You could argue the same about his decision to leave his position as assistant strength coach at Georgia to come to Oregon last season; it isn’t just his belief in the vision of the Oregon football program that keeps Feld in Eugene.

“I love this city,” he says. “People talk about the weather and how bad it is. I believe that’s an Oregonian’s way of keeping other people from moving here. You look at the weather we had here last summer and the wonderful spring days we’ve had this year, and you don’t get weather like this anywhere else. I mean, you get nice summer weather where the sun stays up until 10 o’clock? That’s just crazy.”

That said, you might already know something that Feld loves doing. You may have seen him imploring people to “Fill the Sleeves” in very flamboyant workout videos on social media. Aside from his high-octane delivery, there is a method to his madness.

“It gives me a chance to showcase to our potential recruits what our program is doing,” Feld says. “Recruiting is the lifeblood we need to compete in a Division I college football program. I’ve had recruits come in the building, and they’ll know who you are right off the bat because they’ve seen the postings. That’s a huge advantage. Another reason is the fans, because they deserve to see what they’re supporting.”

Oregon fans probably appreciate the sneak peeks that Feld provides on the Internet, and the coaches and players more than approve of the job he’s doing.

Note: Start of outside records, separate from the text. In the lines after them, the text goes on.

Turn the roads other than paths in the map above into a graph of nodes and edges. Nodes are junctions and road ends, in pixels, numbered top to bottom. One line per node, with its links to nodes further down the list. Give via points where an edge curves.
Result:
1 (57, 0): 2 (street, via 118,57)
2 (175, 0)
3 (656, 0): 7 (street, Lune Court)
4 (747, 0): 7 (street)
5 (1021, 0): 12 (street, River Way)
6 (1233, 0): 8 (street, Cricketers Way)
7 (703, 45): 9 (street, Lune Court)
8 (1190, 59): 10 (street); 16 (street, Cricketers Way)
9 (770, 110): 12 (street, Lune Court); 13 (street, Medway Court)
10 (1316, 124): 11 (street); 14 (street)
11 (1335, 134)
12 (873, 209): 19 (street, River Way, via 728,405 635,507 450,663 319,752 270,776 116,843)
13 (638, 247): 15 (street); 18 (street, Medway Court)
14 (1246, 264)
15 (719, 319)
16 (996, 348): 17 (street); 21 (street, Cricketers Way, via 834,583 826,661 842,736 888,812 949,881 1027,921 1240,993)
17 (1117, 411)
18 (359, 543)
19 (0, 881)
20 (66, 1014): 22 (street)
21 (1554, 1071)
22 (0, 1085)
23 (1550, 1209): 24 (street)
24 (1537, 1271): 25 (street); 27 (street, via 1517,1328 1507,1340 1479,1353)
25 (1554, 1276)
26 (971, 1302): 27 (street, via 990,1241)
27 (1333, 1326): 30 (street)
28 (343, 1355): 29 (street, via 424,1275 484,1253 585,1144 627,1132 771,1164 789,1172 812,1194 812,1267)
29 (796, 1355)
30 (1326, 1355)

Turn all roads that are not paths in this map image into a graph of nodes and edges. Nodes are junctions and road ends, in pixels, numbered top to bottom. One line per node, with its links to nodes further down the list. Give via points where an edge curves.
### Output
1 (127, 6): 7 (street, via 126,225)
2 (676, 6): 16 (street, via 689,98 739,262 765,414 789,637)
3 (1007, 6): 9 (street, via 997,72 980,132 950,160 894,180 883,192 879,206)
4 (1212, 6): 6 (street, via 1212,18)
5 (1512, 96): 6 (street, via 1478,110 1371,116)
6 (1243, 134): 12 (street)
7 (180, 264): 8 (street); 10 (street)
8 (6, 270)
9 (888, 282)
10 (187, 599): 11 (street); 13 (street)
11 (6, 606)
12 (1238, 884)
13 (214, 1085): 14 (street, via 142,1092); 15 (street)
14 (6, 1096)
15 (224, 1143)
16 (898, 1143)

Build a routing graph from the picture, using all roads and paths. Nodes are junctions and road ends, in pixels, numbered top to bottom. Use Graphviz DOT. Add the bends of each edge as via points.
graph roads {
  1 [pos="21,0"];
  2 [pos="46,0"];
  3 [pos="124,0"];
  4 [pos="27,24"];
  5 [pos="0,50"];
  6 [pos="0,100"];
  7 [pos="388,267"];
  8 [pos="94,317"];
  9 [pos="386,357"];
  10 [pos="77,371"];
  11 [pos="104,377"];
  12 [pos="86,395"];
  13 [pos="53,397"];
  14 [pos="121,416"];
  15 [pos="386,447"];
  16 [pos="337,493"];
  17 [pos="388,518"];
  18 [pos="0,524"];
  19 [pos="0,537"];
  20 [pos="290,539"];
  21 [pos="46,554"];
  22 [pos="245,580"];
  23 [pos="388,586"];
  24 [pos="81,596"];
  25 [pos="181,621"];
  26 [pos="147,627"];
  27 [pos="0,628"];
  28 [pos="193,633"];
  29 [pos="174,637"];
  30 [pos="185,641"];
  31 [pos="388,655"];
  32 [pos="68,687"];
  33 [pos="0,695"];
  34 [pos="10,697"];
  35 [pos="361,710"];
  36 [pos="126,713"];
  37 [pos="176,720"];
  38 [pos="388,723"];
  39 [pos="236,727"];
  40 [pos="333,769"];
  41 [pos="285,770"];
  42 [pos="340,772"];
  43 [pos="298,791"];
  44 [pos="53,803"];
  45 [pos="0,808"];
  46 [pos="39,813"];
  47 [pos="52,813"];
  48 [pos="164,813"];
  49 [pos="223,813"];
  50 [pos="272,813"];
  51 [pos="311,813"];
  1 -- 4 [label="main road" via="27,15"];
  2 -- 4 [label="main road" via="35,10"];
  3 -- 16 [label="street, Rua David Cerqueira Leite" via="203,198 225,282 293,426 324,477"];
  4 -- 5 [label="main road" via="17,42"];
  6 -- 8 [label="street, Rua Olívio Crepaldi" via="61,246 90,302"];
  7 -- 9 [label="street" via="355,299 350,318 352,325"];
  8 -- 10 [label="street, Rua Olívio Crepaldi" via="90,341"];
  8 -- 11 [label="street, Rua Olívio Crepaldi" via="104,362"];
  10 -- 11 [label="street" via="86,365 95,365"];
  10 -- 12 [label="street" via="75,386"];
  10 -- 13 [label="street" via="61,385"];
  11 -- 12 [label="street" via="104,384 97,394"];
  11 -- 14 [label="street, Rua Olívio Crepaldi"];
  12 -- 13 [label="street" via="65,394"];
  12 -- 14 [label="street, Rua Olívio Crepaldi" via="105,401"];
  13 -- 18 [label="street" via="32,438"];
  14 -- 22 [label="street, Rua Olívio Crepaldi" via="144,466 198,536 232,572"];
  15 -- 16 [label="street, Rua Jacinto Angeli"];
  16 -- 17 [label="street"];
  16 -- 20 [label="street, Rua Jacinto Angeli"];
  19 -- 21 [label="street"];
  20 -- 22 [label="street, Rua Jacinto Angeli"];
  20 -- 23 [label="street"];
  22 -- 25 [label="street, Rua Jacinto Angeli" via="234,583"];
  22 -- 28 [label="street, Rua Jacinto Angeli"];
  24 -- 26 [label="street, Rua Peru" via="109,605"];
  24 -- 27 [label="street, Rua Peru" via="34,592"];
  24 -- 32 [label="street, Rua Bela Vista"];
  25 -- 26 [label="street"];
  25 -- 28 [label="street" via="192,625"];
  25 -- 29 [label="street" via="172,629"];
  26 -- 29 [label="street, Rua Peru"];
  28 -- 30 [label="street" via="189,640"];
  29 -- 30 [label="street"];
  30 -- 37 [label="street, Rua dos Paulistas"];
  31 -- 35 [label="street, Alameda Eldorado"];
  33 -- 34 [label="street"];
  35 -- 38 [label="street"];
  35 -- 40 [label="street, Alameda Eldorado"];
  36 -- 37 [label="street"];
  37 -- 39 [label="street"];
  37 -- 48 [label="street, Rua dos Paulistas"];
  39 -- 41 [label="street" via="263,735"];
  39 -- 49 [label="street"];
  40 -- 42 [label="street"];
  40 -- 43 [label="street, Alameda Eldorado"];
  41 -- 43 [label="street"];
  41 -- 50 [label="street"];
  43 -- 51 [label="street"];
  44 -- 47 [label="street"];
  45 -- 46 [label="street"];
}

“It all starts with the weight room,” explains UO head football coach Mario Cristobal. “Your team’s discipline, toughness, and development will always start there. So that area requires someone who is not only knowledgeable, but who can motivate and relate to our players. Aaron Feld and his entire staff encompass all those things. They take so much pride in what they’re doing, and they’re always on the hunt to learn more ways to help our team improve in every way.”

“He’s a very important part of our physical growth,” adds senior linebacker Lamar Winston Jr. “Coach Feld has brought a lot of new workouts that have greatly improved our bodies. He’ll thoroughly explain how some exercises help us or why we have to work these muscles accordingly. I’m a lot stronger now because of him, but I also feel healthier and more explosive.”

Feld appreciates the compliments and understands how crucial his role is, developing the Ducks on the field and beyond.

“This isn’t my weight room,” Feld says. “This is the players’ weight room. My staff and I are merely the custodians who keep it running and ready for them. That’s a really important distinction, because it’s not about me or my staff. It’s about the kids. So the expectation for me is I’ve been charged with educating and protecting these young men, and that is something I take very seriously.”

One thing Feld emphasizes to the players is to find their personal “gray areas” when training.

“The gray area in lifting is defined by us as the razor-thin line between too heavy and too light,” Feld explains. “If the weight is too light, you don’t get enough work and you don’t reach your potential. If it’s too heavy, you get crushed by the set and then you also don’t reach your potential. So that’s the gray area, whether that’s doing a bench press or a back squat, etc.”

This gray area doesn’t just apply to a football team competing for a Pac-12 title. It can also be for people trying to get in shape for summer (or any season!), and Feld is happy to explain why it’s critical to make physical activity a priority.

“Exercise is so hard when you first get started,” he says. “But when you’ve been doing it for a long time, it becomes a necessity. I’ve told this to many people, that I want you to get to the point where not getting your workout in messes up your day. Because when you get to that point, and you’re building your life around physical activity, you won’t always put it second. I always say, ‘healthy body, healthy mind, healthy spirit.’ So taking care of your body, that makes it the utmost importance.”

So what does he advise for those needing to make that crucial beginning?

“Be consistent,” Feld says. “Find something you can do and a level of activity that you can sustain. A lot of people specifically like the ‘New Year’s resolution’ days. They’ll go hard and fast for four weeks and then fall off. Instead, I recommend making small, sustainable life changes. Don’t immediately go on a diet or start a fad workout. Make small, sustainable changes to your lifestyle that you can maintain.”

Feld also suggests not trying to emulate workouts or diets that others may be doing, whether it’s a football team or its strength coach. Instead, find what makes you a winner at your personal best.

“I’m a terrible example because I live in a weight room 24/7,” he chuckles. “You can’t use me as an example, because I can work out for 10 minutes here or 20 minutes there. For the average person, I would highly recommend finding a time of day that you can get your exercise in regularly, and get after it.”